DATA FOR ANALYSIS Block Start

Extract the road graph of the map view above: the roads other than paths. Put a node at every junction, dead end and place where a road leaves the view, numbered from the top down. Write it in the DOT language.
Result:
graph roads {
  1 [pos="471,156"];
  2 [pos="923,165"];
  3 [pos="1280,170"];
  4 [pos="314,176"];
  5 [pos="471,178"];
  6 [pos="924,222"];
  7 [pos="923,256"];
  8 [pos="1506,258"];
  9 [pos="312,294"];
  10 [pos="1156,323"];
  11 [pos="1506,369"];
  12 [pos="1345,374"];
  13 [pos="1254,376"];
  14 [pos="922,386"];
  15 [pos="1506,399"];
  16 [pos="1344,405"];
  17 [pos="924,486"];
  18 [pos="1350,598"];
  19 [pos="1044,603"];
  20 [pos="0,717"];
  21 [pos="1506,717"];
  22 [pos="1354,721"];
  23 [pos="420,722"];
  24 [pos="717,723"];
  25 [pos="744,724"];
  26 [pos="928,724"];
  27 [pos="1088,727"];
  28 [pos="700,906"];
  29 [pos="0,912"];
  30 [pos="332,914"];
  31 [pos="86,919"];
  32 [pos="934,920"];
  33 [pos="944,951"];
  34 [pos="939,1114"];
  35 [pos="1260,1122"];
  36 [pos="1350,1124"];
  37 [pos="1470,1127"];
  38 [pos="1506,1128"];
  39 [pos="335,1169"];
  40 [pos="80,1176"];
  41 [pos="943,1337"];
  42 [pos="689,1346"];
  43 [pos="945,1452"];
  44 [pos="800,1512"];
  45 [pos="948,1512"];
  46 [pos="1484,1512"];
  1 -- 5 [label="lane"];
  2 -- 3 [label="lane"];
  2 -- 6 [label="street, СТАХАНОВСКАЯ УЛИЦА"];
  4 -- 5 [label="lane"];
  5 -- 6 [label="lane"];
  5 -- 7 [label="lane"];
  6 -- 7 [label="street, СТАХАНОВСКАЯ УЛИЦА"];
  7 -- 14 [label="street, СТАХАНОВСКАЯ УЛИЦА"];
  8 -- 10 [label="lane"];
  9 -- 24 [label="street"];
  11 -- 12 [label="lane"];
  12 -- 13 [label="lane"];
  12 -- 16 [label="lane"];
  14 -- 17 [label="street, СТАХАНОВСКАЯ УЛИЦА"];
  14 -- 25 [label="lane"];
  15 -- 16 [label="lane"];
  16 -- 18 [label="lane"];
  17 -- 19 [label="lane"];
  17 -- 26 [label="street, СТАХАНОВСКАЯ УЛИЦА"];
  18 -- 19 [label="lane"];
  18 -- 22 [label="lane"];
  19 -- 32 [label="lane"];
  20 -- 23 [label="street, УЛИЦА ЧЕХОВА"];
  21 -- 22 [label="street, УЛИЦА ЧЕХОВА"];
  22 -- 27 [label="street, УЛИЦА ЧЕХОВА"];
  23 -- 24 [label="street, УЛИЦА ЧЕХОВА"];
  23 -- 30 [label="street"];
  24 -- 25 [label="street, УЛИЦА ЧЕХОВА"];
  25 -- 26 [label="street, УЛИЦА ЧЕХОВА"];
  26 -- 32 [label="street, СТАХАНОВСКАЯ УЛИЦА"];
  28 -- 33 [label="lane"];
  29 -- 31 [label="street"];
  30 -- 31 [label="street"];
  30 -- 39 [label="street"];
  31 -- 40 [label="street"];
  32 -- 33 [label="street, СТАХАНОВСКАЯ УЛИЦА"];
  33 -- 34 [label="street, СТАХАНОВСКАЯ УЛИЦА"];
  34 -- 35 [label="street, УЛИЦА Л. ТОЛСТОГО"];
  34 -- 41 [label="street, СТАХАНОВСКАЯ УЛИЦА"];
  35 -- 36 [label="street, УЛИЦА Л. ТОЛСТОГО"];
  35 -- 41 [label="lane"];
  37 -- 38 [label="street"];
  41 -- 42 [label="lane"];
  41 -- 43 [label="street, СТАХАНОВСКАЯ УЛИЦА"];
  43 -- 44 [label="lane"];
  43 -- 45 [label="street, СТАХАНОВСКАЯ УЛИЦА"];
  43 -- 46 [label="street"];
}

DATA FOR ANALYSIS Block End

TASK DETAILS:
Scan the data above for the word "ЧЕХОВА", then copy every line that holds it.

YOUR SOLUTION:
  20 -- 23 [label="street, УЛИЦА ЧЕХОВА"];
  21 -- 22 [label="street, УЛИЦА ЧЕХОВА"];
  22 -- 27 [label="street, УЛИЦА ЧЕХОВА"];
  23 -- 24 [label="street, УЛИЦА ЧЕХОВА"];
  24 -- 25 [label="street, УЛИЦА ЧЕХОВА"];
  25 -- 26 [label="street, УЛИЦА ЧЕХОВА"];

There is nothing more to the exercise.